The only one of the Big Three that maintains its headquarters in Detroit is GM. Ironically, its headquarters are in the Renaissance Center that Henry Ford II helped build. GM’s headquarters was for decades downtown. Ford’s is in nearby Dearborn. Chrysler’s is in Auburn Hills, much further away. Neither city is wealthy, but both look like palaces compared to Detroit.

The car companies also do not keep large factories in Detroit. Their U.S manufacturing is spread to places like Kentucky, Indiana and Ohio. Some production has been moved to Mexico, where labor is cheaper than in America. Each of these plant locations has been set to keep costs low and probably because of the efficiency of shipping from them to other parts of the country.

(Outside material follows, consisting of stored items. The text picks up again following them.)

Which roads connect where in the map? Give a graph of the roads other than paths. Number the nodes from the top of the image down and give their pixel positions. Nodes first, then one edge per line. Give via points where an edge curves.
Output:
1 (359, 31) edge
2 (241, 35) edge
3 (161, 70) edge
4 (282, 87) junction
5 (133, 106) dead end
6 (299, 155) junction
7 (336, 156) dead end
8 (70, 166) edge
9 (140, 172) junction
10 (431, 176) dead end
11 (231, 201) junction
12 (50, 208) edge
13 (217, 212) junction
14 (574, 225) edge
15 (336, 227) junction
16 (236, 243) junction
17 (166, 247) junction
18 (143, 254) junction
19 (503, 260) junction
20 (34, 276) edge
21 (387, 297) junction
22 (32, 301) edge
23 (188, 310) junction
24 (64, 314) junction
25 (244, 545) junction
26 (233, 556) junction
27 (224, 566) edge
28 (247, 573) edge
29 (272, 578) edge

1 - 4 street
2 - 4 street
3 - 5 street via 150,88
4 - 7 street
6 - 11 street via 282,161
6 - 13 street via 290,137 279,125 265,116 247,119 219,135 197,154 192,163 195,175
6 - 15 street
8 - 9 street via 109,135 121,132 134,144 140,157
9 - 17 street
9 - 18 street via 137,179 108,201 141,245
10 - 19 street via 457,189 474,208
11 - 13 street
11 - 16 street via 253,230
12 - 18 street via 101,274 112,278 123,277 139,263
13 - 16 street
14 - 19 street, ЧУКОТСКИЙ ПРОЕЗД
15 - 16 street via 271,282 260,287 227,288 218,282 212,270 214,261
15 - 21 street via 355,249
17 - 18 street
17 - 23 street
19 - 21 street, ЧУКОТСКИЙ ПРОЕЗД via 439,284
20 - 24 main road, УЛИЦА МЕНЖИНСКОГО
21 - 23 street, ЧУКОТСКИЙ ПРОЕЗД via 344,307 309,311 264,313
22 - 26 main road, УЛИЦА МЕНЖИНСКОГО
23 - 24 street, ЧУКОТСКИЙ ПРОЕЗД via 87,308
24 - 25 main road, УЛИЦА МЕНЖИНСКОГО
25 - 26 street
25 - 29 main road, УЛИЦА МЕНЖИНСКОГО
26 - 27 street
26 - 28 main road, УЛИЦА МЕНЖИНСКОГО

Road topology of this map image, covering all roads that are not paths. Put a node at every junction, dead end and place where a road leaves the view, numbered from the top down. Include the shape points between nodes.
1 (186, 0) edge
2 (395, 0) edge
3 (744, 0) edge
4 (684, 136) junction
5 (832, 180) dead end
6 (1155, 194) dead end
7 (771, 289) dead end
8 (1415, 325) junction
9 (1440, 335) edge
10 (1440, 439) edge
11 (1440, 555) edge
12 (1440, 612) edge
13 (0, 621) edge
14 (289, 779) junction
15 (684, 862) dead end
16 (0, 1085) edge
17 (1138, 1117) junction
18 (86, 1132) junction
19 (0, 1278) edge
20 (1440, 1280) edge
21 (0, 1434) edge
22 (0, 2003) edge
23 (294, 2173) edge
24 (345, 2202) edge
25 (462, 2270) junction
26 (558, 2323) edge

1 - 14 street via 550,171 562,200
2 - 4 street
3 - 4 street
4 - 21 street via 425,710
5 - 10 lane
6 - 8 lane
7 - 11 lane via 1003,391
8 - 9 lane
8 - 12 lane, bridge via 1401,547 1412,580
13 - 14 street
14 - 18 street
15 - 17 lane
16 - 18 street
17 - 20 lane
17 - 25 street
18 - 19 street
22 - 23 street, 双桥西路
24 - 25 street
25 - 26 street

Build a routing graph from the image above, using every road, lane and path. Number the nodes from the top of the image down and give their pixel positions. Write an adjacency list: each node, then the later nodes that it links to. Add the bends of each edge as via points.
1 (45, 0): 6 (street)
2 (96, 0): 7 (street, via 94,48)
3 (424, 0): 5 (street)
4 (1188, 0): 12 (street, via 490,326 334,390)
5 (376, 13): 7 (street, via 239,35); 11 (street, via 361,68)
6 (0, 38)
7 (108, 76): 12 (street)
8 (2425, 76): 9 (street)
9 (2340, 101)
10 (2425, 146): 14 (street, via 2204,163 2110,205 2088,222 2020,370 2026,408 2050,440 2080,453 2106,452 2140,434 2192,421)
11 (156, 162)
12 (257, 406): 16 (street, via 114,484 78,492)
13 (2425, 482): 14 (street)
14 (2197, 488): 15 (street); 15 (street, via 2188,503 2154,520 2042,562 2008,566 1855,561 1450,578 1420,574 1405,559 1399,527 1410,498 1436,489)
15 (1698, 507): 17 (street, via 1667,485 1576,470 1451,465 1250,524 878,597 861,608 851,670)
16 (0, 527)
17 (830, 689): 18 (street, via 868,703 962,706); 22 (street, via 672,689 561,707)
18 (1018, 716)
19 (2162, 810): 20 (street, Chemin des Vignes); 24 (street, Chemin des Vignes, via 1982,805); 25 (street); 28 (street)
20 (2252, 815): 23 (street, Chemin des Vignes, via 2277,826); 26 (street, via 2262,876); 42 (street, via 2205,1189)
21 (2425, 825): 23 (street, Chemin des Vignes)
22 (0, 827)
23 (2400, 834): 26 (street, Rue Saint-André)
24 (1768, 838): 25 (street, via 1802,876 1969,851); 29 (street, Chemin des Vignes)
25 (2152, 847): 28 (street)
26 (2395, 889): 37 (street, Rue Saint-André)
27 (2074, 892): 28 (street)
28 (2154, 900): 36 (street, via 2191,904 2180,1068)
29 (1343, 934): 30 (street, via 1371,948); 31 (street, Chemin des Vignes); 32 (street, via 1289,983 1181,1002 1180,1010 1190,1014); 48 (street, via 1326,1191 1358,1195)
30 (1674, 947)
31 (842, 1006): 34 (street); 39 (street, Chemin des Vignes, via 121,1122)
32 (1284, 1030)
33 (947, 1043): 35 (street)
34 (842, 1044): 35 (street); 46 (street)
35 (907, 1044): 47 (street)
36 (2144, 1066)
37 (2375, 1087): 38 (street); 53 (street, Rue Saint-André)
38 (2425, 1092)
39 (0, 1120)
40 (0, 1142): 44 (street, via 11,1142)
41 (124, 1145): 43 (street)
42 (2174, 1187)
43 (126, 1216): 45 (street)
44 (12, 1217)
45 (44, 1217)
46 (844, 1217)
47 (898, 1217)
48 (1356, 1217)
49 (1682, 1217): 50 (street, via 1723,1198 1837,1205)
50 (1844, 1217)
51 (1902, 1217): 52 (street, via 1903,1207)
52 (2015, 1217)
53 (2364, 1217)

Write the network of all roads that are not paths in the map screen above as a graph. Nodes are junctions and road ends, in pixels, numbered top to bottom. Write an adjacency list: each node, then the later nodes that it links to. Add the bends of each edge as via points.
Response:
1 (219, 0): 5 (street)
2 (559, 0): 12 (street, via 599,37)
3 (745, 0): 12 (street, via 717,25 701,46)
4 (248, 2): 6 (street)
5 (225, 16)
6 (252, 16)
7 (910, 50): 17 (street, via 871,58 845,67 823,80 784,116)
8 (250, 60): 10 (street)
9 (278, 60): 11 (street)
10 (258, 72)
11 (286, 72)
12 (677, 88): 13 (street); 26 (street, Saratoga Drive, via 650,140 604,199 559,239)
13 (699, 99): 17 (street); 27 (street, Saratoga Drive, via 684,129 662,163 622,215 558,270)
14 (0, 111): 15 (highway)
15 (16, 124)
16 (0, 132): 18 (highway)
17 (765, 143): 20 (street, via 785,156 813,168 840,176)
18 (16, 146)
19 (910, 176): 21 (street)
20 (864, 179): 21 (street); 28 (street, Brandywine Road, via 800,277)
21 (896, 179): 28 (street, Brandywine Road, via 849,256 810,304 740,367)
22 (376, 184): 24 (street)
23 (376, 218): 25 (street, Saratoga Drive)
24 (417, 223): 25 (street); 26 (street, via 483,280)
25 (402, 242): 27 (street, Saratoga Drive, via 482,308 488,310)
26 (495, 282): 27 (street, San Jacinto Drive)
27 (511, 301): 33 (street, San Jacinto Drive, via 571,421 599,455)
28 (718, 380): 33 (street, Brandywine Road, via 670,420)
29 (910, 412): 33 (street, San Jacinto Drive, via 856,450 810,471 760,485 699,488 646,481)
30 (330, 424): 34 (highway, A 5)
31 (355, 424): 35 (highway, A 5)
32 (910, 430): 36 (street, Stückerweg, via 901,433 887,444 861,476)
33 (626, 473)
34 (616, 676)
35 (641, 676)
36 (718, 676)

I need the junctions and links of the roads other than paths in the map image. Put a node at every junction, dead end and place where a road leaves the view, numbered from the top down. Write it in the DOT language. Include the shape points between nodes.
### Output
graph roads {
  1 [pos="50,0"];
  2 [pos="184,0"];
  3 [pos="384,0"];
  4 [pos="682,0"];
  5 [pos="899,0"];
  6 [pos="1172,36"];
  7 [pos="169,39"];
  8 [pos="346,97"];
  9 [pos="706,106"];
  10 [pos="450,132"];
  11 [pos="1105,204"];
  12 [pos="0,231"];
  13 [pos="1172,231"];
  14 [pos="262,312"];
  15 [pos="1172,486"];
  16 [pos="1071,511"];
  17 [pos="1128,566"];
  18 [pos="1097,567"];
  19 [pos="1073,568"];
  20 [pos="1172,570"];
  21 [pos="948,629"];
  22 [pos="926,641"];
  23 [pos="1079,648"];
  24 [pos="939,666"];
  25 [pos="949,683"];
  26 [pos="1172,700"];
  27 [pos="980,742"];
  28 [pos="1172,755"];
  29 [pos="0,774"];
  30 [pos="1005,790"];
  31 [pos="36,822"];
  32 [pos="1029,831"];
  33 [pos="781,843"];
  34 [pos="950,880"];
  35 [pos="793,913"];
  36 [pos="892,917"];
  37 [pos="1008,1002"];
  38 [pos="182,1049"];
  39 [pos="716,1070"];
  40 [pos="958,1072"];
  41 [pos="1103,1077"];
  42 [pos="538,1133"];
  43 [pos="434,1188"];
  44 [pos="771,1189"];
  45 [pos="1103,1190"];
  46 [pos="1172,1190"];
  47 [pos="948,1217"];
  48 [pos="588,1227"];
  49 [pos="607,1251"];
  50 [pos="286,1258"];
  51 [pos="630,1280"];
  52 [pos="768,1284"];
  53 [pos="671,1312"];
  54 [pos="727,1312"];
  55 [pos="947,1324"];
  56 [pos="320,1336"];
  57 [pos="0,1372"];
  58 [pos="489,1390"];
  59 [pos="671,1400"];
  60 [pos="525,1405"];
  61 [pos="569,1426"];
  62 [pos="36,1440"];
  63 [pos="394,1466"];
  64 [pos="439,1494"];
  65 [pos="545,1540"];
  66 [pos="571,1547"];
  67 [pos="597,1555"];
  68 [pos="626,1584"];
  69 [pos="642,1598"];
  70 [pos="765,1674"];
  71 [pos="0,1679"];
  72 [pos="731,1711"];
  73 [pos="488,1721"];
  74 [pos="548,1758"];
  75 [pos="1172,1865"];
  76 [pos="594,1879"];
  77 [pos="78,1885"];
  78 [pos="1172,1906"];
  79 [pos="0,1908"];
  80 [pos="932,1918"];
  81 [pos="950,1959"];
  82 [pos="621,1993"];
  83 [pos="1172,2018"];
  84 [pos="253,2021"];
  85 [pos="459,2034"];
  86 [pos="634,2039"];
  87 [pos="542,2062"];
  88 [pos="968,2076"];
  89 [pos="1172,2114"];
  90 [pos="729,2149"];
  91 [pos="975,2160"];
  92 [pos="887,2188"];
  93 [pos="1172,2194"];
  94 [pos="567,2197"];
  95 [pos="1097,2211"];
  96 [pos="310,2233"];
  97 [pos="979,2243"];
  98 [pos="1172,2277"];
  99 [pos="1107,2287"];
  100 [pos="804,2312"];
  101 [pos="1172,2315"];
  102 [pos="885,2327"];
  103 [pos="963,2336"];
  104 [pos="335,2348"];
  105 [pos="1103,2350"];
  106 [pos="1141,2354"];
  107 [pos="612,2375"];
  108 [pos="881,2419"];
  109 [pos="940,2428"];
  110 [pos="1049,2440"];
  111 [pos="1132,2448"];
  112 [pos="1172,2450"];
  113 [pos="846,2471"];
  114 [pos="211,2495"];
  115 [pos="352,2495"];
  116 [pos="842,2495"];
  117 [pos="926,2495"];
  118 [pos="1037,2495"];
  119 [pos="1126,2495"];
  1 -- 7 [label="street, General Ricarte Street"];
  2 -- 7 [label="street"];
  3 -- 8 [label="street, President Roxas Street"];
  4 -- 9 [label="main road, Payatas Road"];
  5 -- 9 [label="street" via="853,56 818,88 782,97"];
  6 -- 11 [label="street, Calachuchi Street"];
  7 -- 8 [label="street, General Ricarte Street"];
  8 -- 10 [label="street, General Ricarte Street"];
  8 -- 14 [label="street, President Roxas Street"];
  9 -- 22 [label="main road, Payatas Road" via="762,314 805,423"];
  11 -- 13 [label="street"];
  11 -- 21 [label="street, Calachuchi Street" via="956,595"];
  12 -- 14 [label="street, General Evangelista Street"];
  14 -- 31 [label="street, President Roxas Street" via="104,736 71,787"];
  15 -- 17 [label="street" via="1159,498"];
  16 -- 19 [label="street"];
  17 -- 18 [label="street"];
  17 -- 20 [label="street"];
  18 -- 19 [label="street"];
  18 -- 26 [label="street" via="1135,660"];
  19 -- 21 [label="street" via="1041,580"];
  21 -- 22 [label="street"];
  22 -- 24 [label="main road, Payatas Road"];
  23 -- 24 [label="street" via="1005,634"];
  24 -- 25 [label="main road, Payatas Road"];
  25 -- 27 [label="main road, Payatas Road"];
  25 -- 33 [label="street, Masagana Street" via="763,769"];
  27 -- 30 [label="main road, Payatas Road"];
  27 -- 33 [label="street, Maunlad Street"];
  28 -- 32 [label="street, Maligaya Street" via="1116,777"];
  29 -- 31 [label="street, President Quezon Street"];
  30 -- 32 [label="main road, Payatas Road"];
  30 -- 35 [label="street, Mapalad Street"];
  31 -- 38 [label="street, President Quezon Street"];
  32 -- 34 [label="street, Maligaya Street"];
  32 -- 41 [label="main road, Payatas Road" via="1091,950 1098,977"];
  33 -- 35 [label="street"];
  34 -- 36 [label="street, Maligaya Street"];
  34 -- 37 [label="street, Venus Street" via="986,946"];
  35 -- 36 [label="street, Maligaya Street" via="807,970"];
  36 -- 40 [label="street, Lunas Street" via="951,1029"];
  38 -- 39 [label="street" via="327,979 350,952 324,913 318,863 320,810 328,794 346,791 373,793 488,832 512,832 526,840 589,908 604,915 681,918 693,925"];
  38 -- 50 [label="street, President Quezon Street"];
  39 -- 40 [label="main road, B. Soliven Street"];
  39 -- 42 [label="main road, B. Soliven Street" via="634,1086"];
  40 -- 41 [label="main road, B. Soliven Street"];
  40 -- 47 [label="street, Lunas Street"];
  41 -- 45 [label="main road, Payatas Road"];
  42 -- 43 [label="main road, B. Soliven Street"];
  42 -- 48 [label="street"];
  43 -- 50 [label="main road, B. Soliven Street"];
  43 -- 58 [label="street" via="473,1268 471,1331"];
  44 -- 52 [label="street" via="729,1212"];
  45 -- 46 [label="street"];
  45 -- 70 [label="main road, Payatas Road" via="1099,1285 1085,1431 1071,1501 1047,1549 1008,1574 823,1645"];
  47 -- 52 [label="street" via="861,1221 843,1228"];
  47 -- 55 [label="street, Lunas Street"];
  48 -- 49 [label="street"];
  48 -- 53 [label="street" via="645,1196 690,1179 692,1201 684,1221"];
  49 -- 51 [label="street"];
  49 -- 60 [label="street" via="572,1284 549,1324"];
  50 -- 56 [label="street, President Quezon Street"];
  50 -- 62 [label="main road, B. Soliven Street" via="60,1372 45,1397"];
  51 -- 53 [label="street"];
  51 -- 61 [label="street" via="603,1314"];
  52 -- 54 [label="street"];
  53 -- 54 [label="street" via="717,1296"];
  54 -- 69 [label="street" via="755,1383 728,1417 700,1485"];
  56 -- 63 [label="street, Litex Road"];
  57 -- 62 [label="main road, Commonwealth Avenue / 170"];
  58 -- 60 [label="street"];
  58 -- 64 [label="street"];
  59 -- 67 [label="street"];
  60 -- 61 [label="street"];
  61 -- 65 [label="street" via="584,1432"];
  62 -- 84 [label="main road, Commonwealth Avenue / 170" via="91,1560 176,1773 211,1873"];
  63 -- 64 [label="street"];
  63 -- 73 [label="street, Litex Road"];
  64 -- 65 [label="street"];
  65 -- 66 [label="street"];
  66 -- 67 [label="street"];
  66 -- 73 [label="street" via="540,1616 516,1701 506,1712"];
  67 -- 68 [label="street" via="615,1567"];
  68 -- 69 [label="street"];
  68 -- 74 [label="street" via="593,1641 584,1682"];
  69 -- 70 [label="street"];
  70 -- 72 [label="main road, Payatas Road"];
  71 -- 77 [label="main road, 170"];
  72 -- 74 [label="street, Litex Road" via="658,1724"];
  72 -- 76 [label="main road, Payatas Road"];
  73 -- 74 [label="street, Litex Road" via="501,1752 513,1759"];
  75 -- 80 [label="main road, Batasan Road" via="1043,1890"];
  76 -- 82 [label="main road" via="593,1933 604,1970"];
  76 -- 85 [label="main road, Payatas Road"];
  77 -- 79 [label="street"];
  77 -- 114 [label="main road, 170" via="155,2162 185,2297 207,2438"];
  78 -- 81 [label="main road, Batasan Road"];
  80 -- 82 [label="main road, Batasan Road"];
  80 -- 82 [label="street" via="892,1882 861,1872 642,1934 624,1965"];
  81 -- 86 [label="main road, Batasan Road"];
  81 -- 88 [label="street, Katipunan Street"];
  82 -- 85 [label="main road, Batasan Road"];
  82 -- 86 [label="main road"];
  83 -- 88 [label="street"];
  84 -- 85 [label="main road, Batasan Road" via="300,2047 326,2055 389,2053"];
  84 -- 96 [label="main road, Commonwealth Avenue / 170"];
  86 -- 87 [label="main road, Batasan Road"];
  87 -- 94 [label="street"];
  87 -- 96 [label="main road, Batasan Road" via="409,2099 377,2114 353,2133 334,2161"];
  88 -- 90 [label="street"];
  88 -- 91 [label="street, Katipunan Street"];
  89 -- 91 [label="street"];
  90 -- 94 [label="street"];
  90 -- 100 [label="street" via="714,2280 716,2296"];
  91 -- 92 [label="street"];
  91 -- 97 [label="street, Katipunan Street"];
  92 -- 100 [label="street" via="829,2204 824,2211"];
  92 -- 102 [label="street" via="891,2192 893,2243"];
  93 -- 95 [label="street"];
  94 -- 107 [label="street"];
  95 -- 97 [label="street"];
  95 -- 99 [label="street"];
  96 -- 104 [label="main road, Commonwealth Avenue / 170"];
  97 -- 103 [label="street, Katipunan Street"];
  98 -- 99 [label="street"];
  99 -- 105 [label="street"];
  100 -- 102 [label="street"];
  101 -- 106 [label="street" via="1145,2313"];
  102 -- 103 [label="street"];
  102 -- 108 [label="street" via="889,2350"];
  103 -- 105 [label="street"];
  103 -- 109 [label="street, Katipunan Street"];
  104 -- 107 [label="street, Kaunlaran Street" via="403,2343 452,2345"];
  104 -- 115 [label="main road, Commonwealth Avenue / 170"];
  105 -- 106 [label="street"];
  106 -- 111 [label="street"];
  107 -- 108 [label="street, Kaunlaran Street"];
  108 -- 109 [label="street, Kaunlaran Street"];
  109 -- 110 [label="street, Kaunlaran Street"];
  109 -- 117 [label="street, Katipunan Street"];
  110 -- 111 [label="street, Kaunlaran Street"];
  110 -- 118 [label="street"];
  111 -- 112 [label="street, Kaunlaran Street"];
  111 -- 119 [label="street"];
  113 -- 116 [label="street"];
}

Many of the skilled blue-collar workers who worked in the U.S. car company factories in Detroit lost their work years ago, and the greatest blow came when GM and Chrysler went bankrupt. Assembly line workers in Detroit either joined an army of long-term unemployed workers, or migrated to places where they could find jobs. Now, the city proper has only 714,000 residents. In 2000, Detroit was the 10th largest city in America; it is now the 18th. Decades ago, Detroit’s place based on the same measurement put it in the top five. In 1950, the city had nearly 1.8 million residents.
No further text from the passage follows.